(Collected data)

>>>

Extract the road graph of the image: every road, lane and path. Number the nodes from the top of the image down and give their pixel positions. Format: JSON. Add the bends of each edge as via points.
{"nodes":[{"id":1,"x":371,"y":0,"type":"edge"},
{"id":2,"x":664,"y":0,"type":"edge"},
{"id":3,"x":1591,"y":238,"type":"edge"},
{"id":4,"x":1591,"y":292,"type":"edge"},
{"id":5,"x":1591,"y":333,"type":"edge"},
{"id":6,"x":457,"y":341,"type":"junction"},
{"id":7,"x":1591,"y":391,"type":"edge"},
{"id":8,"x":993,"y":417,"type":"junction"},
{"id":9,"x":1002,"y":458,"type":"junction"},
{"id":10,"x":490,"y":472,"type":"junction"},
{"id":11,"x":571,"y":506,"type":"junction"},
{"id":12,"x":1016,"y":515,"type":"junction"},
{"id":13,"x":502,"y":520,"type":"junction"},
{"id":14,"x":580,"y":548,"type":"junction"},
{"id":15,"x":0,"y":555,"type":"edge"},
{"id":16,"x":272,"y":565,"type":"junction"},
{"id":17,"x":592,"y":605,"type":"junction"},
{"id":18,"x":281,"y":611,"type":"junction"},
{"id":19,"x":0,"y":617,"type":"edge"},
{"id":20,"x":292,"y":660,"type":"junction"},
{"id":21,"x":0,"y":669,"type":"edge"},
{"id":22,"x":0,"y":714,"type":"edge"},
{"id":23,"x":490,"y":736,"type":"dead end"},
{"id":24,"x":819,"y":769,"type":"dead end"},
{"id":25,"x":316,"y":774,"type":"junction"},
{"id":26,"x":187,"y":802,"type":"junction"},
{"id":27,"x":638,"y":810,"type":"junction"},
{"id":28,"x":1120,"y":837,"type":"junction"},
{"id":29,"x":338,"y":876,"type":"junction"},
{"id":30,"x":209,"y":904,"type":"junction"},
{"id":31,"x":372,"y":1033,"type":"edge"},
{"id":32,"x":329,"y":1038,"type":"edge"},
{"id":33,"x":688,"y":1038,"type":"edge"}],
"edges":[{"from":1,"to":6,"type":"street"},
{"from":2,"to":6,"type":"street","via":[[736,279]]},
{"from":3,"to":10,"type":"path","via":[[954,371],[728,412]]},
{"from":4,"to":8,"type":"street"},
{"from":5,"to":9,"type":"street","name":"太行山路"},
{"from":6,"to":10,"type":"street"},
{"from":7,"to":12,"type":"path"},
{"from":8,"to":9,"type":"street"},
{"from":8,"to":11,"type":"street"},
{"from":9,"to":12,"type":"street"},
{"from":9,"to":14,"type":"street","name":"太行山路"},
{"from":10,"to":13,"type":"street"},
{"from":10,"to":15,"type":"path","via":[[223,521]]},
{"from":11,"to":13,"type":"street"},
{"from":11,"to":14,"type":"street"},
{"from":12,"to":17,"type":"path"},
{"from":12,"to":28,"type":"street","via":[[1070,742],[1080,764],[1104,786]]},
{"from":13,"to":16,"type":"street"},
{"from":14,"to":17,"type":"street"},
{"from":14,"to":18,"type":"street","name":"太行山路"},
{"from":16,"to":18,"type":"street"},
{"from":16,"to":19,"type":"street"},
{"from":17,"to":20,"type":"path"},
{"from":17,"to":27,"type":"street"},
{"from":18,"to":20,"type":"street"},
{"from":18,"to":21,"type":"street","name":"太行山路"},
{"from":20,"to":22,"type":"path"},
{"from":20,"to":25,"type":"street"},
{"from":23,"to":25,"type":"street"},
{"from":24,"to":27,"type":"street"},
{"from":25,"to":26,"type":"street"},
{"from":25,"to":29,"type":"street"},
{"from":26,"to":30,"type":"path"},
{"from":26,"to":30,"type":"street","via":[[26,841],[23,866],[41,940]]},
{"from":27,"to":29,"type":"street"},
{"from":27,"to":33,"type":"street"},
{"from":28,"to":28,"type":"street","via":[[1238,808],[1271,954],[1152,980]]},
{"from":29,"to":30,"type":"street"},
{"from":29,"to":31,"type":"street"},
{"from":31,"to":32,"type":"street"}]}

<<<

Check each line of the records for the word "name" and extract those that contain it.

**Answer for this exercise:**
{"from":5,"to":9,"type":"street","name":"太行山路"},
{"from":9,"to":14,"type":"street","name":"太行山路"},
{"from":14,"to":18,"type":"street","name":"太行山路"},
{"from":18,"to":21,"type":"street","name":"太行山路"},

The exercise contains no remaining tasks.